Mehrotra has since devoted his research career to improving efficiency in the healthcare system, specifically efforts to heighten system performance, reduce waste, and improve productivity. He’s brought his systems engineering perspective to areas like scheduling and operations and offered predictive modeling to inform actions around cardiac events, cirrhosis of the liver, and pandemics.

“You eventually start seeing some successes and momentum builds,” said Mehrotra, who fashions himself a helpful ally to healthcare colleagues committed to optimizing systems and patient care.

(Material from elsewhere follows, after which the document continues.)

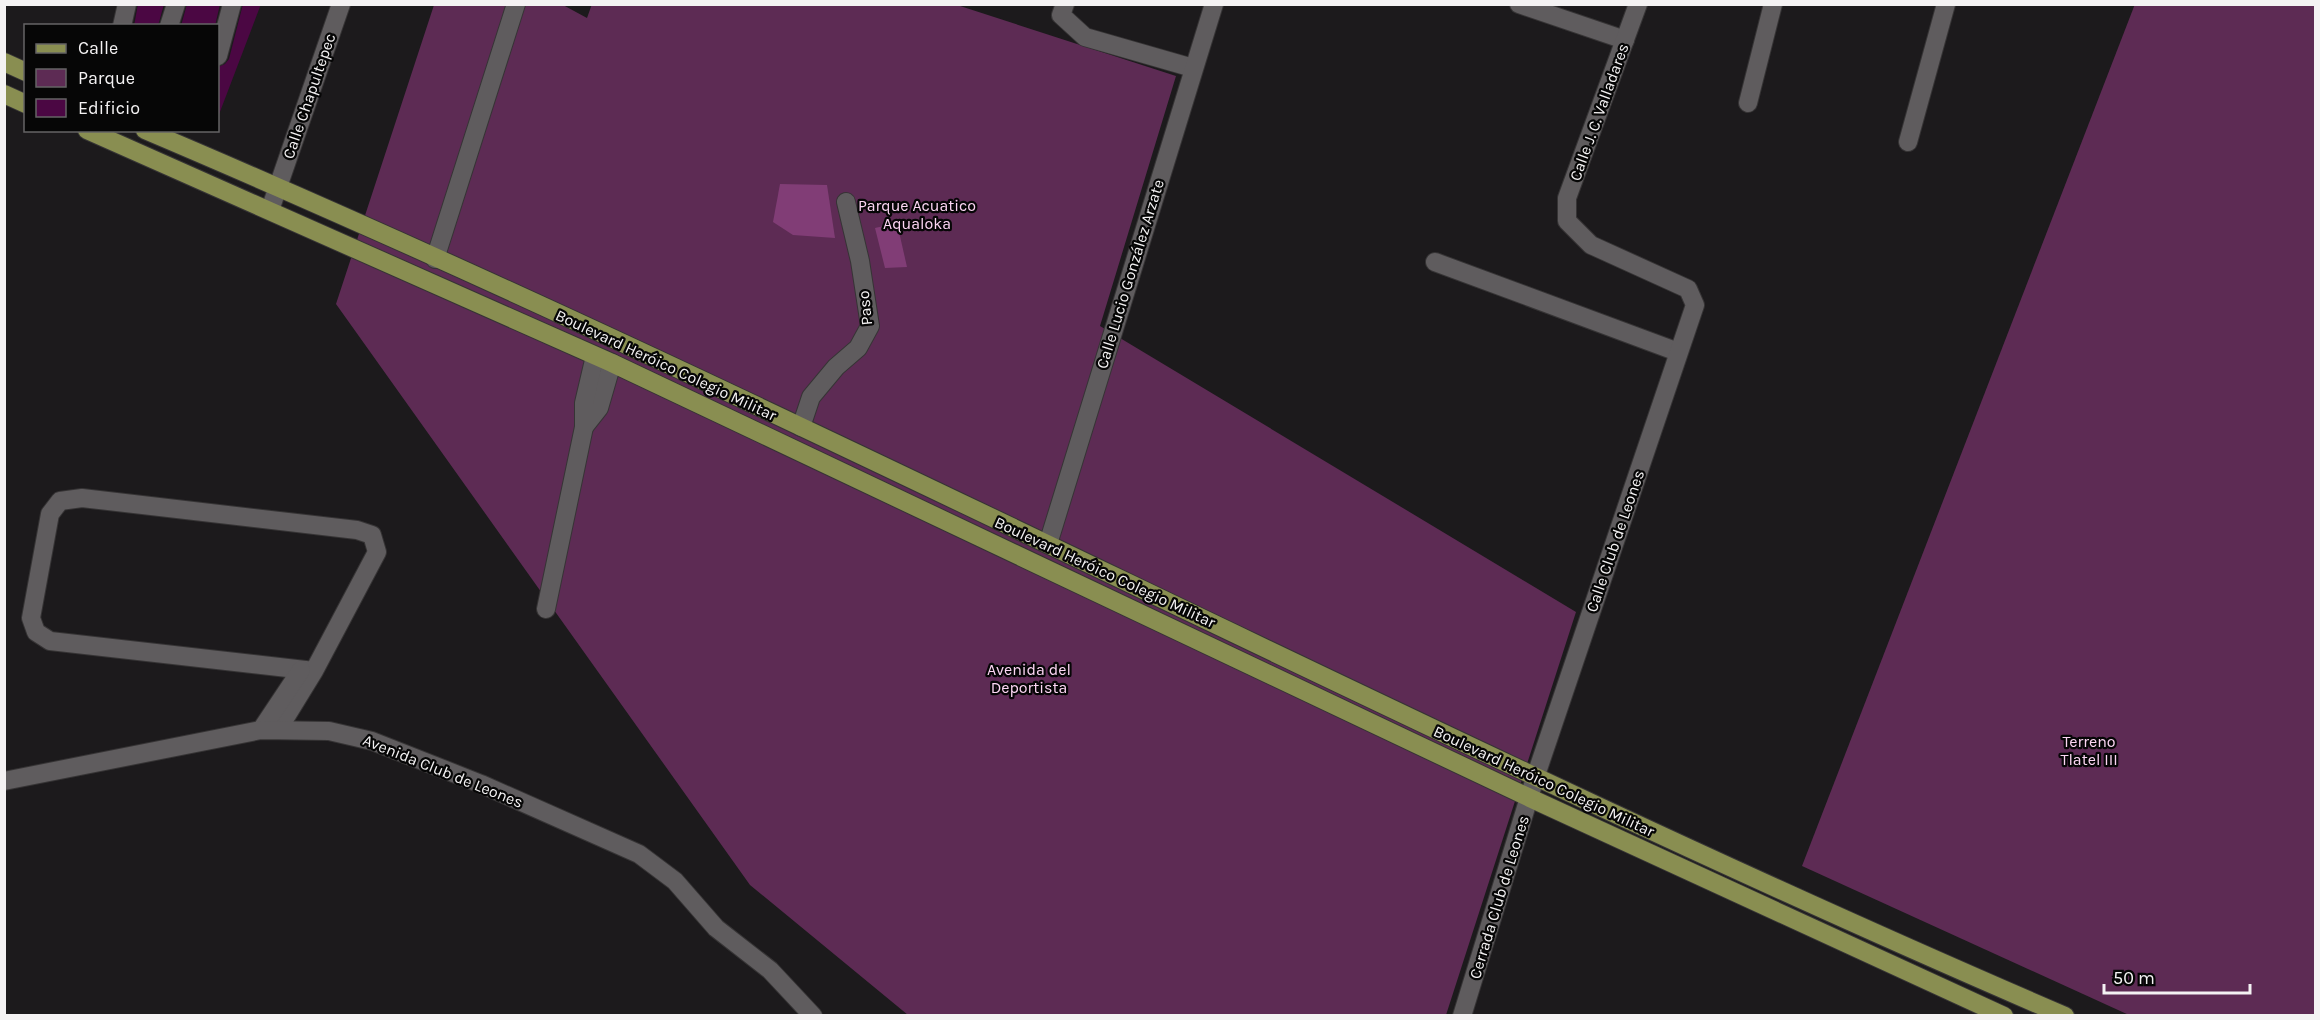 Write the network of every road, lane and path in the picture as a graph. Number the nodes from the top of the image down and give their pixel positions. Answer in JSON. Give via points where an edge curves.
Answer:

Efforts to shift national transplant policy

Most recently, Mehrotra has been working to streamline the kidney allocation process, which sees some 7,000 potential donor kidneys discarded each year. Mehrotra identified addressing “cold time” – the time in which the kidney is out of the donor’s body – as a way to improve the discard rate and better serve the 90,000 Americans awaiting a new kidney.

At present, Mehrotra said, there is a 30-minute time lapse in transplant program decision-making that increases the cold time and threatens a successful transplant, which often needs to occur within 24 hours.

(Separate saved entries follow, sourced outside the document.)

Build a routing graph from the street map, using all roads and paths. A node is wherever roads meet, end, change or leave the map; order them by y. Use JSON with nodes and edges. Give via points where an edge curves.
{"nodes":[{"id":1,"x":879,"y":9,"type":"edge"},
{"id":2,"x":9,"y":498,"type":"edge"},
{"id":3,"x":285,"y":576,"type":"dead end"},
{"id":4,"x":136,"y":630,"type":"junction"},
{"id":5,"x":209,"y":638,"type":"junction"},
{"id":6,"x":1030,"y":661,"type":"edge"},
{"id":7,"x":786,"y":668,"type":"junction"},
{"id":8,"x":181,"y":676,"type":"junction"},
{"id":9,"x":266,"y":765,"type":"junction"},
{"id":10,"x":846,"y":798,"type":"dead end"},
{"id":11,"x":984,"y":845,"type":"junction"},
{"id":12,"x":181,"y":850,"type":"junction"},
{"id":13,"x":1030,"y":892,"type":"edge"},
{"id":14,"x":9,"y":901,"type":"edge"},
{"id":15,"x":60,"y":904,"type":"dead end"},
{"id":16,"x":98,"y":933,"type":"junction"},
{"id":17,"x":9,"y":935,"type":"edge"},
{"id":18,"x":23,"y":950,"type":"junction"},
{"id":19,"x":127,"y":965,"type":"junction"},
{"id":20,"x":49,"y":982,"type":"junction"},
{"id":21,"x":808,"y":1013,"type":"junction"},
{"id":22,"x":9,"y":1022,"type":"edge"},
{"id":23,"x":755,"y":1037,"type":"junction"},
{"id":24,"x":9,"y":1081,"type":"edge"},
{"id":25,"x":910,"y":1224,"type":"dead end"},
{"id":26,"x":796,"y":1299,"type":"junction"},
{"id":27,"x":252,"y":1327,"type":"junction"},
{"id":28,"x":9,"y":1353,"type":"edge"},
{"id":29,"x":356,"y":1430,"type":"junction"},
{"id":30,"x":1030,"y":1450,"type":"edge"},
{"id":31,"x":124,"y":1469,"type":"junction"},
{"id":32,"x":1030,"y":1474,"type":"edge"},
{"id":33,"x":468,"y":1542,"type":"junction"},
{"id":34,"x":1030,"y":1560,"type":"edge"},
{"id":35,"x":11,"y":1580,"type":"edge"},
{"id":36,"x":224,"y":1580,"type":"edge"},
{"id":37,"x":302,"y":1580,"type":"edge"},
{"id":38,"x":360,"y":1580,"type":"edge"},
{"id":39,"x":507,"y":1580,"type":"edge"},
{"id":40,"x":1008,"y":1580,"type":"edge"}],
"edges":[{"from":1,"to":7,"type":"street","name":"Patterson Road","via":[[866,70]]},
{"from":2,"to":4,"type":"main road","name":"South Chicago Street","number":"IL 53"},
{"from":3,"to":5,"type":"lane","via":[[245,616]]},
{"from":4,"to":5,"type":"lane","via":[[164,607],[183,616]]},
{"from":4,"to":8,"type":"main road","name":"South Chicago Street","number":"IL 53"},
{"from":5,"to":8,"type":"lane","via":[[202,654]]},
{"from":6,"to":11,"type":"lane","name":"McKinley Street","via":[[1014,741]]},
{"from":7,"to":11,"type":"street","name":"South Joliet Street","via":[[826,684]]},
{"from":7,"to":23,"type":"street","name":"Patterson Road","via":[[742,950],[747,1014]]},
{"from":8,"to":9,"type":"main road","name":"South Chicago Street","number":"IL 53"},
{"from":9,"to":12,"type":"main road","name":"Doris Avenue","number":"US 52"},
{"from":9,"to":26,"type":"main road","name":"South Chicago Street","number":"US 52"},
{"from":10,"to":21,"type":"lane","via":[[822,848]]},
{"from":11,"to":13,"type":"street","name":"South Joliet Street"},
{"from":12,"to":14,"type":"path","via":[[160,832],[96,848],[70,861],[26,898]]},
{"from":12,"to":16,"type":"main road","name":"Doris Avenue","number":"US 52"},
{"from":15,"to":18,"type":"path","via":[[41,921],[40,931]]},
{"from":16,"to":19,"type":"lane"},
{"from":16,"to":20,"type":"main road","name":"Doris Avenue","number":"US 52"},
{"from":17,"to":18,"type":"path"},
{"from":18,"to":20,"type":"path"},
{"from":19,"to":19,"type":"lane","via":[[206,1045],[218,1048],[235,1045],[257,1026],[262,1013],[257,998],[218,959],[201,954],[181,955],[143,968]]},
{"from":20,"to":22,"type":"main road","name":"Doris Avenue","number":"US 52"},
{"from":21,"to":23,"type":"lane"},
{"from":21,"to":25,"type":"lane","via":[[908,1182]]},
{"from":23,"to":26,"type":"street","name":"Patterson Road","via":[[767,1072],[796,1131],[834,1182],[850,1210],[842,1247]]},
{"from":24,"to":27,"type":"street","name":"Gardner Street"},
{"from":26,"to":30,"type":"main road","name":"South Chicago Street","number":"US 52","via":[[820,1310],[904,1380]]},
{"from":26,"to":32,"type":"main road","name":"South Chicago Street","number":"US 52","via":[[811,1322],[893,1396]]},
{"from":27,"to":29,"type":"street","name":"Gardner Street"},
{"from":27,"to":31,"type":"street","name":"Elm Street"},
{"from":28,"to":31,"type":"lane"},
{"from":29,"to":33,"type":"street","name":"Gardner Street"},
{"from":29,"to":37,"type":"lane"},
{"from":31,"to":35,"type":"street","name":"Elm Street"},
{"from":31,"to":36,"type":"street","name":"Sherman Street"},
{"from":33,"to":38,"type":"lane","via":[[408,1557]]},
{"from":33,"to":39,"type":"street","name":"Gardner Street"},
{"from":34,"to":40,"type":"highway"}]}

“In such a tight timeframe that needs to account for logistics like air and ambulance travel, every 30 minutes matter,” said Mehrotra, director of the Northwestern-based Center for Engineering and Health.

7,000

The approximate number of potential donor kidneys discarded each year

30

The number of minutes that elapse in transplant program decision-making

To make his case for a more expedited process, Mehrotra made an enterprising move: he predicted kidney discard using machine learning. He started with baseline kidney characteristics before forecasting the likelihood of kidneys being transplanted based on a diverse mix of data and variables, such as the donor’s cause of death and health history. His work demonstrated that kidneys at risk of discard could be more accurately identified using machine learning techniques.

“If you know that a kidney is going to be rejected in the current allocation system, then you can say, ‘Look, this is a kidney I need to pay attention to very early on and send it down a more expedited pathway where it doesn’t accumulate that much cold time and can still get transplanted,’” Mehrotra said. 

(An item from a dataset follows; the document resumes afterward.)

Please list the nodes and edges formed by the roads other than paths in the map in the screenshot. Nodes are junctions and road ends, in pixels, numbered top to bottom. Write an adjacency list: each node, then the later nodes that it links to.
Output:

In addition to developing kidney allocation algorithms to rescue viable donor kidneys from discard and publishing his promising findings, Mehrotra has also crafted a proposal for leadership at the Organ Procurement and Transplantation Network (OPTN), urging them to consider prospective interventions to the nation’s existing transplant policy. Over the next year, he hopes to see a shift in national policy, particularly one that favors the use of data-informed efforts to accelerate decision making and reduce cold time.

“At the end of the day, you’re taking a system that’s less than perfect and finding concrete ways to optimize it so an improved process can save lives,” he said. “That’s energizing and important work with a wonderful benefit to individuals and families.”